OpenRefine — (edited: 7 Dec 2013) Google abandoned Google bought Freebase’s GridWorks, turned it into the excellent Refine tool for working with data sets, now picked up and developed by open source community.
CC 4.0 Out — The 4.0 licenses are extremely well-suited for use by governments and publishers of public sector information and other data, especially for those in the European Union. This is due to the expansion in license scope, which now covers sui generis database rights that exist there and in a handful of other countries.
Algorithms and Accountability — Thus, the appearance of an autocompletion suggestion during the search process might make people decide to search for this suggestion although they didn’t have the intention to. A recent paper by Baker and Potts (2013) consequently questions “the extent to which such algorithms inadvertently help to perpetuate negative stereotypes”. (via New Aesthetic Tumblr)
Udacity/Thrun Profile — A student taking college algebra in person was 52% more likely to pass than one taking a Udacity class, making the $150 price tag–roughly one-third the normal in-state tuition–seem like something less than a bargain. In which Udacity pivots to hiring-sponsored workforce training and the new educational revolution looks remarkably like sponsored content.
Amazon is Building Substations (GigaOm) — the company even has firmware engineers whose job it is to rewrite the archaic code that normally runs on the switchgear designed to control the flow of power to electricity infrastructure. Pretty sure that wasn’t a line item in the pitch deck for “the first Internet bookstore”.
Panoramic Images — throw the camera in the air, get a 360×360 image from 36 2-megapixel lenses. Not sure that throwing was previously a recognised UI gesture.

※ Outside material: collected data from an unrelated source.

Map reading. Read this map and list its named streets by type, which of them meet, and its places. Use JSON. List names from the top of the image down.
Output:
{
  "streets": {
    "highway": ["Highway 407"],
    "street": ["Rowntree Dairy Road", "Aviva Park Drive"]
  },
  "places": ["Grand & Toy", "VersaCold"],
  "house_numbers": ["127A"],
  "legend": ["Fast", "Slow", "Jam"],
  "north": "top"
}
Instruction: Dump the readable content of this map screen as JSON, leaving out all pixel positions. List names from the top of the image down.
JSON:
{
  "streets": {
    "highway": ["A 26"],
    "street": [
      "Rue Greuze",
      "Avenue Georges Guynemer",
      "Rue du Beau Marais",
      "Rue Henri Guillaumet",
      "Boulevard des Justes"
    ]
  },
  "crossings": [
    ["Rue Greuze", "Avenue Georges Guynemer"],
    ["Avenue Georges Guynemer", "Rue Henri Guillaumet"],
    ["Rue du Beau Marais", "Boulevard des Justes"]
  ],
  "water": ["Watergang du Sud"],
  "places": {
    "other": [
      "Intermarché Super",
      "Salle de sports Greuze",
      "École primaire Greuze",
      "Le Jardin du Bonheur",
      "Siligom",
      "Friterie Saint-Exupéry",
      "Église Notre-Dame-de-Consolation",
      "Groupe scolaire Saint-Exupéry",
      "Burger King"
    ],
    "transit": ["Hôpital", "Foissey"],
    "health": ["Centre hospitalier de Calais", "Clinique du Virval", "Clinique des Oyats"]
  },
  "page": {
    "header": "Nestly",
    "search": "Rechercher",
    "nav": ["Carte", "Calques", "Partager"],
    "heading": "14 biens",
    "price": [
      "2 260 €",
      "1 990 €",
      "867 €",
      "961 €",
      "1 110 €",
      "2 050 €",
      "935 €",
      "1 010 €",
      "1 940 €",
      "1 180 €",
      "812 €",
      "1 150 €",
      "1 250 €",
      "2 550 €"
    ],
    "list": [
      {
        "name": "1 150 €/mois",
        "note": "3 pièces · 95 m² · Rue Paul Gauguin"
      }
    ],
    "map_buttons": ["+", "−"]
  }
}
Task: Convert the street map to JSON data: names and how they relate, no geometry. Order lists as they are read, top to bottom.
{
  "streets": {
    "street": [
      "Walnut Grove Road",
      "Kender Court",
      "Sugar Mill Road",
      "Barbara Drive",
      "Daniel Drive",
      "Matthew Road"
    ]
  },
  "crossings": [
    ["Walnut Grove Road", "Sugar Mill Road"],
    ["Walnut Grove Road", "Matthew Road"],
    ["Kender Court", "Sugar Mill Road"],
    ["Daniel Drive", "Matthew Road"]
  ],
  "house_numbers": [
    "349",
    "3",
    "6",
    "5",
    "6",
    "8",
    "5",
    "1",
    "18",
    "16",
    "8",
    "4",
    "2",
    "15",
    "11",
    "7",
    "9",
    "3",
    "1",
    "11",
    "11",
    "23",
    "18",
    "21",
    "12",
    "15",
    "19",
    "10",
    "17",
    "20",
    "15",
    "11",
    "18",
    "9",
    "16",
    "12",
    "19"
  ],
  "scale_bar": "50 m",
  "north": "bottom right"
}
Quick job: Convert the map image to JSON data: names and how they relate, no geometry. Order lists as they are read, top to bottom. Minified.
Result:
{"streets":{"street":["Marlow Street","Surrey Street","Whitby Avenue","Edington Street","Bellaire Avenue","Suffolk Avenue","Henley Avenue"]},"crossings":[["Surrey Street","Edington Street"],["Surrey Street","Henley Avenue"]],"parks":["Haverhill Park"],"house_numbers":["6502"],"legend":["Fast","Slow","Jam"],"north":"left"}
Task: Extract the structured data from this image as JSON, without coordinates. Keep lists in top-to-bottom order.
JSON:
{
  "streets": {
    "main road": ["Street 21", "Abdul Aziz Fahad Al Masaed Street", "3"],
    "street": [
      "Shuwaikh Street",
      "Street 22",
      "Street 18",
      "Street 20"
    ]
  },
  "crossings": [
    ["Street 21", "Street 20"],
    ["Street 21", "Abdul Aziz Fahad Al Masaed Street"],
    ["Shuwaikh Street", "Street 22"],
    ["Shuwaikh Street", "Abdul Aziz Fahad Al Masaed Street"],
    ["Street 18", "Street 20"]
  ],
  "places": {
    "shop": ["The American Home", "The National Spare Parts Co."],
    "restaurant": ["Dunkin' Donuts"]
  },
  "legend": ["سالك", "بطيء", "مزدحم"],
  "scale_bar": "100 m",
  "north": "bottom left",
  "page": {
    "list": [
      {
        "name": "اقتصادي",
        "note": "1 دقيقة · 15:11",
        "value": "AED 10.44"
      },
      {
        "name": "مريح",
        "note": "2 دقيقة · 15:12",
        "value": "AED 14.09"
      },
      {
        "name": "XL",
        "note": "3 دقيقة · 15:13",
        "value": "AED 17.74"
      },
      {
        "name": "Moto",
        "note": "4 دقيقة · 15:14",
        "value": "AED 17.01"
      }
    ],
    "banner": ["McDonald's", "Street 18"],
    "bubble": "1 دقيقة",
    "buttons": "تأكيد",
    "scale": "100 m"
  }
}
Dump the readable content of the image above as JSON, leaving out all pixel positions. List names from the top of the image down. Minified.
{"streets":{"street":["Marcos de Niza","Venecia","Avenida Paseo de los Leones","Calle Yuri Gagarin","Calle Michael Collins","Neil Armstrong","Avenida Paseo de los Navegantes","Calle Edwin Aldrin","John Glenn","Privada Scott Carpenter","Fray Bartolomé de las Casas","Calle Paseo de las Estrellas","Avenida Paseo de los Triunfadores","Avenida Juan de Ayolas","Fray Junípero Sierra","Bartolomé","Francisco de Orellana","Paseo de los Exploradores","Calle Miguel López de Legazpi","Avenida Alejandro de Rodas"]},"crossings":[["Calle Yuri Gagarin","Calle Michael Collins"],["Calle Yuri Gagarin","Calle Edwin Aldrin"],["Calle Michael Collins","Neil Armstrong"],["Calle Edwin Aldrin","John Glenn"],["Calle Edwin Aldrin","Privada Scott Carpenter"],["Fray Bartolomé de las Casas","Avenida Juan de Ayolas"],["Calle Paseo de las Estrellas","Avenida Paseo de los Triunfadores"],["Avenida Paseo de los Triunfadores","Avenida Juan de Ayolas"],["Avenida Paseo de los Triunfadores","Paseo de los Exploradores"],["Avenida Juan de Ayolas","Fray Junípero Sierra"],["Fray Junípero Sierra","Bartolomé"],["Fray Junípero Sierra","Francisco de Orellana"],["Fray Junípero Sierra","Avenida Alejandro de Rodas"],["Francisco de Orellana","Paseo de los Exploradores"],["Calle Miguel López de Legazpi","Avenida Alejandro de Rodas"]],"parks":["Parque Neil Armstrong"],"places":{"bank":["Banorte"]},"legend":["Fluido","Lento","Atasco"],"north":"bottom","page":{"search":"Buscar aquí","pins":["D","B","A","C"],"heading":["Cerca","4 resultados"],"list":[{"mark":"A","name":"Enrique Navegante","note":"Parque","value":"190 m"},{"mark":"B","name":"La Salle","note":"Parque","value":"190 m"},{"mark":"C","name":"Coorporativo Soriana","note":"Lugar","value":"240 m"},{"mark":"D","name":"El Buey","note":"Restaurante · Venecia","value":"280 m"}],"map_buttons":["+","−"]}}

Science Not as Self-Correcting As It Thinks (Economist) — REALLY good discussion of the shortcomings in statistical practice by scientists, peer-review failures, and the complexities of experimental procedure and fuzziness of what reproducibility might actually mean.
Reproducibility Initiative Receives Grant to Validate Landmark Cancer Studies — The key experimental findings from each cancer study will be replicated by experts from the Science Exchange network according to best practices for replication established by the Center for Open Science through the Center’s Open Science Framework, and the impact of the replications will be tracked on Mendeley’s research analytics platform. All of the ultimate publications and data will be freely available online, providing the first publicly available complete dataset of replicated biomedical research and representing a major advancement in the study of reproducibility of research.
Reimagine the Chemistry Set — $50k prize in contest to design a “chemistry set” type kit that will engage kids as young as 8 and inspire people who are 88. We’re looking for ideas that encourage kids to explore, create, build and question. We’re looking for ideas that honor kids’ curiosity about how things work. Backed by the Moore Foundation and Society for Science and the Public.
BF Skinner’s Baby Make Project (BoingBoing) — I got to read some of Skinner’s original writing on the Air-Crib recently and couple of things stuck out to me. First, it cracked me up. The article, published in 1959 in Cumulative Record, is written in the kind of extra-enthusiastic voice you’re used to hearing Makers use to describe particularly exciting DIY projects.
Redecentralize — project highlighting developers and software that disintermediates the ad-serving parasites preying on our human communication.
The Internet Will Suck All Creative Content Out of the World (David Byrne) — persuasively argued that labels are making all the money from streaming services like Spotify, et al. Musicians are increasingly suspicious of the money and equity changing hands between these services and record labels – both money and equity has been exchanged based on content and assets that artists produced but seem to have no say over. Spotify gave $500m in advances to major labels in the US for the right to license their catalogues.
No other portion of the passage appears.